NOTES TO CONDENSED FINANCIAL STATEMENTS
(UNAUDITED)
NOTE 1. ORGANIZATION, OPERATIONS AND SUMMARY OF SIGNIFICANT ACCOUNTING POLICIES
Twentyfour/seven Ventures, Inc. (the “Company”) was incorporated in the State of Colorado on March 8, 2007. The Company is engaged in the bail bond business.
Principles of consolidation
The accompanying consolidated financial statements include the accounts of Twentyfour/seven Ventures, Inc. and its wholly owned subsidiary. All intercompany accounts and transactions have been eliminated in consolidation.
Basis of Presentation
The accompanying unaudited financial statements have been prepared in accordance with the instructions to Form 10-Q and do not include all of the information and disclosures required by generally accepted accounting principles for complete financial statements. All adjustments which are, in the opinion of management, necessary for a fair presentation of the results of operations for the interim periods have been made and are of a recurring nature unless otherwise disclosed herein.

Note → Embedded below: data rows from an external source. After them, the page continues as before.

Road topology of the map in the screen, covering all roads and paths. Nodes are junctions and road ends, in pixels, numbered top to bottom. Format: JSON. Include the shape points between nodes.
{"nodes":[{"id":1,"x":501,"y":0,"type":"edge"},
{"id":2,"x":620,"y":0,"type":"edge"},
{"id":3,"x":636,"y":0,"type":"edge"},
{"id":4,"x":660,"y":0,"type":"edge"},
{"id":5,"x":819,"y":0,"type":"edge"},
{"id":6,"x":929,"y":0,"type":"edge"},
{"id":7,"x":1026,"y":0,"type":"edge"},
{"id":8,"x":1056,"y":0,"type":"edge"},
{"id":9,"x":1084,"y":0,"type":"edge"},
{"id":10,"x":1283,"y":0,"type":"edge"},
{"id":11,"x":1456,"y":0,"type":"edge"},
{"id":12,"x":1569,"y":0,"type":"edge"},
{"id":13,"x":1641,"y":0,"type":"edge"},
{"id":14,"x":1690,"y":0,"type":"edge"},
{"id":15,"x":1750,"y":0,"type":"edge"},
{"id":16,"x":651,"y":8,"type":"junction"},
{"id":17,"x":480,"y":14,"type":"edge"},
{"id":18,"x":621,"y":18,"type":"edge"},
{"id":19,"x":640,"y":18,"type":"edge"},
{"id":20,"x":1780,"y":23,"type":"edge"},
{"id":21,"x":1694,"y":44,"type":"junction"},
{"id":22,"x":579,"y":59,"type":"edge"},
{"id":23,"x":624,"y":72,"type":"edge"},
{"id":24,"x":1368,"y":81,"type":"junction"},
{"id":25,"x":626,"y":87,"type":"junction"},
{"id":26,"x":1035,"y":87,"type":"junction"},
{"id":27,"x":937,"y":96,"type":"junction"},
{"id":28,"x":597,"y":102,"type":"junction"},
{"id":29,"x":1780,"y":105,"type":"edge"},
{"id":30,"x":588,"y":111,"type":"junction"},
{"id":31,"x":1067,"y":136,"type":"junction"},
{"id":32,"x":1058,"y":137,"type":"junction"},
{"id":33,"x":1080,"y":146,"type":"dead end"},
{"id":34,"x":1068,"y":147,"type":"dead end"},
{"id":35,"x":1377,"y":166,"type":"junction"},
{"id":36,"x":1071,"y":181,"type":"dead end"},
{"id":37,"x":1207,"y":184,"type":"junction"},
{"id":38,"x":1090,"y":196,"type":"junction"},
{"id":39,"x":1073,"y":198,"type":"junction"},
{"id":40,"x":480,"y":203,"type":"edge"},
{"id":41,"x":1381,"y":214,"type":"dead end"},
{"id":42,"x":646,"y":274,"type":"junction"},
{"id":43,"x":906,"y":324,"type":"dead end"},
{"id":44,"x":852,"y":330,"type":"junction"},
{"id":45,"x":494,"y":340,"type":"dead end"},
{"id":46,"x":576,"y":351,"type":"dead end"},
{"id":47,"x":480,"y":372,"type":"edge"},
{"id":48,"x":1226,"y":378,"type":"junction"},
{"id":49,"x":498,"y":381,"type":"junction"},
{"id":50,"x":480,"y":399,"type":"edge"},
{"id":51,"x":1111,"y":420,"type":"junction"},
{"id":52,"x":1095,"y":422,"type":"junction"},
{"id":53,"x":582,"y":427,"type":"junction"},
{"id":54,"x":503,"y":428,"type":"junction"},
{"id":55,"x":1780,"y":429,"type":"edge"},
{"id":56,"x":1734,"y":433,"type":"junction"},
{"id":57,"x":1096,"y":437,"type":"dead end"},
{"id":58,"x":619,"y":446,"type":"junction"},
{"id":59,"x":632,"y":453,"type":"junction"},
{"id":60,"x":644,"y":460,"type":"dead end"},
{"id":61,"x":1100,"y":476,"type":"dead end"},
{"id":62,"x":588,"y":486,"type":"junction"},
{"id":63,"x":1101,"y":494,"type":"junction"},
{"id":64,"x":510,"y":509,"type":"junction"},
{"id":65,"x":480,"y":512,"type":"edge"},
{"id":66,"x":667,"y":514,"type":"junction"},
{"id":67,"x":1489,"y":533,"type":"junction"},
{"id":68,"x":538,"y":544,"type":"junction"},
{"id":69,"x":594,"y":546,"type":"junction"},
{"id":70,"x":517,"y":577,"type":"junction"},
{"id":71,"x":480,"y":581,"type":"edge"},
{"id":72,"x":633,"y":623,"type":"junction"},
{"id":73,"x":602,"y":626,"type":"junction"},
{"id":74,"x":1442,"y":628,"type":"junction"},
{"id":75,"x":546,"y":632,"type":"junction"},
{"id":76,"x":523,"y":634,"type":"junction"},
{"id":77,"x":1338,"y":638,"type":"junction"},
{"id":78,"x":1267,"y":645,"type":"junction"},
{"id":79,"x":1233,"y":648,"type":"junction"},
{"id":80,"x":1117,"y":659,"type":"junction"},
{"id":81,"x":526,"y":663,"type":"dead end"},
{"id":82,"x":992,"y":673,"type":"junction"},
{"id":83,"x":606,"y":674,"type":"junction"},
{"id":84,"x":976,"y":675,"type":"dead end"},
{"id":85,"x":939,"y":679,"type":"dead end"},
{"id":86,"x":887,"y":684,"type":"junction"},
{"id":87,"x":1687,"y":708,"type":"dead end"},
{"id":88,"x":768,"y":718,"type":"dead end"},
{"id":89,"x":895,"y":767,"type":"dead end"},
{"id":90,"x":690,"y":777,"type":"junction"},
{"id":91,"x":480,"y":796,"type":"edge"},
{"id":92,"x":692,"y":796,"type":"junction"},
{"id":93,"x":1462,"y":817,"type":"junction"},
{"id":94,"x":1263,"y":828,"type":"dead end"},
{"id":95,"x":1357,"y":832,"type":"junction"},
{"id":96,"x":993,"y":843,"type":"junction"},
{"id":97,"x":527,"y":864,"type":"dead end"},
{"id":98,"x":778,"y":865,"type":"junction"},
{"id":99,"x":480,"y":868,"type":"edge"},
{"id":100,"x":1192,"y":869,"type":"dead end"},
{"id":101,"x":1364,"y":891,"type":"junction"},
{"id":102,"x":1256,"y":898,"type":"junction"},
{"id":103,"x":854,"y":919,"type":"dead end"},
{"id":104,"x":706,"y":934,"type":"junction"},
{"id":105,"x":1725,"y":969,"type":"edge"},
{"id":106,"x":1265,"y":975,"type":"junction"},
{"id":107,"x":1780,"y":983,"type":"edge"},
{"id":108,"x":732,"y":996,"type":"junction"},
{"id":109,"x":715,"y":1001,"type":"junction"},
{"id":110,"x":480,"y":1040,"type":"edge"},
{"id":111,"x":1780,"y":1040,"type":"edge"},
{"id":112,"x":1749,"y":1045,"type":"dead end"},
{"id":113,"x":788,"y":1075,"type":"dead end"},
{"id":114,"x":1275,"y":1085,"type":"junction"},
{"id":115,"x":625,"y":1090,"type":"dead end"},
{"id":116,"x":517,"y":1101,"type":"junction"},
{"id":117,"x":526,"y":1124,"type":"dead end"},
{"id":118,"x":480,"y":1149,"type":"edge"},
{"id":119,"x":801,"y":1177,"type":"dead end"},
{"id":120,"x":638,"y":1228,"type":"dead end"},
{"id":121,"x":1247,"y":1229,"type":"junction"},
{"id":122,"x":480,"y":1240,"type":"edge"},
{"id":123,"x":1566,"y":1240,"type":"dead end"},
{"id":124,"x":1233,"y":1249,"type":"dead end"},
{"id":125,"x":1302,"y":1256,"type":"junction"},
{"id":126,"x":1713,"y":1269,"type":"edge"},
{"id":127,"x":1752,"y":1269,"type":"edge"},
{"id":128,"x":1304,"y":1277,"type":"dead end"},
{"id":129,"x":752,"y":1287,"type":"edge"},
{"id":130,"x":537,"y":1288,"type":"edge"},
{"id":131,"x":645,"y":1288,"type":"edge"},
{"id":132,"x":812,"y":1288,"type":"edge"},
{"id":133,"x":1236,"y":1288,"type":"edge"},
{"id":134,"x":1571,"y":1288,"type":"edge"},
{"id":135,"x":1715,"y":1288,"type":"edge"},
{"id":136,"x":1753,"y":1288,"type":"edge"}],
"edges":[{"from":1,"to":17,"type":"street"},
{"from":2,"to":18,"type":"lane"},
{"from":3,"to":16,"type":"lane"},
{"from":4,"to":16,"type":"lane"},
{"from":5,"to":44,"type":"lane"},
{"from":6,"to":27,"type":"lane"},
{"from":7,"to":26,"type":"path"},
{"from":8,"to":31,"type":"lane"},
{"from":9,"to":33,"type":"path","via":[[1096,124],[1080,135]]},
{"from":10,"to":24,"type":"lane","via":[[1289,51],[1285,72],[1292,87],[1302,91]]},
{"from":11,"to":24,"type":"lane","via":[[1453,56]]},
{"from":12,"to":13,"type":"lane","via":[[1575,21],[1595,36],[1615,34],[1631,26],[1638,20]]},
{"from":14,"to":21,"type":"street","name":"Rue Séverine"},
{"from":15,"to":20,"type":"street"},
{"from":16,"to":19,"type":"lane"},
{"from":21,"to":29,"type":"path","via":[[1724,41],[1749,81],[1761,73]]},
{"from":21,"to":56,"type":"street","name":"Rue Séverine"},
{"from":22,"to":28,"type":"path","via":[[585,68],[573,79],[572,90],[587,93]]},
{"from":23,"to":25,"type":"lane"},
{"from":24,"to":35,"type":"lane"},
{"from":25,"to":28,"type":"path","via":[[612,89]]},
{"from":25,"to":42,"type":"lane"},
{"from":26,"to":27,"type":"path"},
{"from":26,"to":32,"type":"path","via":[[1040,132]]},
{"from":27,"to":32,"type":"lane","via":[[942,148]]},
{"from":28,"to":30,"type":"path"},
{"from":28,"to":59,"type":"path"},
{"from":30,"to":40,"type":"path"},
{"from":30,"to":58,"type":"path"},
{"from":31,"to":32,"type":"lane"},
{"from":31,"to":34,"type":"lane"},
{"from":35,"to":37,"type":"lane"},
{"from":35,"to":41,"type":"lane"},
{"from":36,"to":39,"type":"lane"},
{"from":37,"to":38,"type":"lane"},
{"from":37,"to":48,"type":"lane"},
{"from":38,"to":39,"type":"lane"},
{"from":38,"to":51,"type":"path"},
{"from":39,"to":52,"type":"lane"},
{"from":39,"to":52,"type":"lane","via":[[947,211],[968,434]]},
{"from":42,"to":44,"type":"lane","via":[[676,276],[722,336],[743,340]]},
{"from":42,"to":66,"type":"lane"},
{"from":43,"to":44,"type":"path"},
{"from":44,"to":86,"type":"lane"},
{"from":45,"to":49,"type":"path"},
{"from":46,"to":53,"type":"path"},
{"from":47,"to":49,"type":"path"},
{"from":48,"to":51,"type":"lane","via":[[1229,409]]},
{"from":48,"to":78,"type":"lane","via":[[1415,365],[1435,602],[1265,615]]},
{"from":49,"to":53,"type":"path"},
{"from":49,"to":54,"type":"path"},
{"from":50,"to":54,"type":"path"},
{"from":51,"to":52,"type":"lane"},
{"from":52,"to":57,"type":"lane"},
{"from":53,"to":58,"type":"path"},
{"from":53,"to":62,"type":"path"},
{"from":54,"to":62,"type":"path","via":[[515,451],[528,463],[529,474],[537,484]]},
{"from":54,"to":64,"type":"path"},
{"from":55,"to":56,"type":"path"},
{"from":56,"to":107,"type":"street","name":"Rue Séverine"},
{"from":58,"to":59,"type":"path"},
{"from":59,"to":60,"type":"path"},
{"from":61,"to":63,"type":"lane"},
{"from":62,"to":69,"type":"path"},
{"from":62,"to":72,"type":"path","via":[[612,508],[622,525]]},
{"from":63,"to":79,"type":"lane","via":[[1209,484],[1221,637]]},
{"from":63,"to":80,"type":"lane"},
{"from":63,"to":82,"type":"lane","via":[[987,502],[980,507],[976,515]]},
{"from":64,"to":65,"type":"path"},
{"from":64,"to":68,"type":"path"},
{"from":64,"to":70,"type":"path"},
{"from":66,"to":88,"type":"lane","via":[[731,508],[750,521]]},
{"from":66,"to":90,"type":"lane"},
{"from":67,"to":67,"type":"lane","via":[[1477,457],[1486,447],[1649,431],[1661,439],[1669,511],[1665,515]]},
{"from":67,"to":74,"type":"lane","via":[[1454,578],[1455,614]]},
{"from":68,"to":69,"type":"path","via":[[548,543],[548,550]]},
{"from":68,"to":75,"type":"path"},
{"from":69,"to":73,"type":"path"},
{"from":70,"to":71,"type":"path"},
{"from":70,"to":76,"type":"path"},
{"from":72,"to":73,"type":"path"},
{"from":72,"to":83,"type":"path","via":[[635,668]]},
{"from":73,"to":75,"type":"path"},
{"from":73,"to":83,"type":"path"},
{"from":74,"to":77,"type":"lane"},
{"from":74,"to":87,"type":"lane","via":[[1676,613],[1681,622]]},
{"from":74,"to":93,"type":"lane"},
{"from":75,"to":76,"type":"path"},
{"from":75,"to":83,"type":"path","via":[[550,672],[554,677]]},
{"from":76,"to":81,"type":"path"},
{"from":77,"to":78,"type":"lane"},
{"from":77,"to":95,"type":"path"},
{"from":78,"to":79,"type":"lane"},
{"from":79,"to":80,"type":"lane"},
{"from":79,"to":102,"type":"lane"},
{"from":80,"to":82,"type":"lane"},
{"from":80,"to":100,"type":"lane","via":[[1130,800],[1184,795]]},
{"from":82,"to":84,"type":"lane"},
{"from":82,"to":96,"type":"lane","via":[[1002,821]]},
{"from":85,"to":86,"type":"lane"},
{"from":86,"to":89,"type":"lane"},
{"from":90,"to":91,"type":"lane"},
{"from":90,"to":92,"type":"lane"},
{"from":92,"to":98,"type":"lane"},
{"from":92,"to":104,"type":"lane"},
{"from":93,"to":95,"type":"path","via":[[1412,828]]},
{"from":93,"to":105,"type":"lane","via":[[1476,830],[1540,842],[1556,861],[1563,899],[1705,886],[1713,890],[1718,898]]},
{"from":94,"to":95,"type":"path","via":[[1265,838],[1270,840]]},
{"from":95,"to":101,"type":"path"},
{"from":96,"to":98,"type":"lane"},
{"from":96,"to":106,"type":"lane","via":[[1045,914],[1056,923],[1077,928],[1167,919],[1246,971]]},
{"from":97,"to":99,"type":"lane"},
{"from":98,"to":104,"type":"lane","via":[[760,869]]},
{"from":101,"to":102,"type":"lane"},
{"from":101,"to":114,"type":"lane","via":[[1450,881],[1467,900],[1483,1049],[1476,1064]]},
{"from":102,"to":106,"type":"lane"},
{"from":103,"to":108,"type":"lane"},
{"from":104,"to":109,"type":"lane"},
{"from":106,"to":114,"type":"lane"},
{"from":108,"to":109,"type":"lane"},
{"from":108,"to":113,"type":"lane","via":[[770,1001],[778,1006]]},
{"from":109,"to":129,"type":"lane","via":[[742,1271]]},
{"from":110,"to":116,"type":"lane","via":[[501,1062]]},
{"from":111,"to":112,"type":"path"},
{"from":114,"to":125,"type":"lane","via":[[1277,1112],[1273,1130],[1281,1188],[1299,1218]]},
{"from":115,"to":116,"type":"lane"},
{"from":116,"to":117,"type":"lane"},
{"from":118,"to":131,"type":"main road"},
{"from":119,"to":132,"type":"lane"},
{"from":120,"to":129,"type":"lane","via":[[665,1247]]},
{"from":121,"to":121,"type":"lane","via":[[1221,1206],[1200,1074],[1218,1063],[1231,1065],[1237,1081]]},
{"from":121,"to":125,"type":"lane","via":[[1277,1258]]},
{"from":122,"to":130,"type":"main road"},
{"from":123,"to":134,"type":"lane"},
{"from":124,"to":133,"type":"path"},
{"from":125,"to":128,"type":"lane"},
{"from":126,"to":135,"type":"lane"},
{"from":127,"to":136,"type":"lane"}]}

The results of operations for such interim periods are not necessarily indicative of operations for a full year.
Use of Estimates
The preparation of financial statements in conformity with generally accepted accounting principles requires management to make estimates and assumptions that affect reported amounts of assets and liabilities and disclosure of contingent assets and liabilities at the date of the financial statements and the reported amounts of revenues and expenses during the reporting period. Actual results could differ from those estimates.
Cash and cash equivalents
The Company considers all highly liquid investments with an original maturity of three months or less as cash equivalents.
Accounts receivable
The Company reviews accounts receivable periodically for collectability and establishes an allowance for doubtful accounts and records bad debt expense when deemed necessary.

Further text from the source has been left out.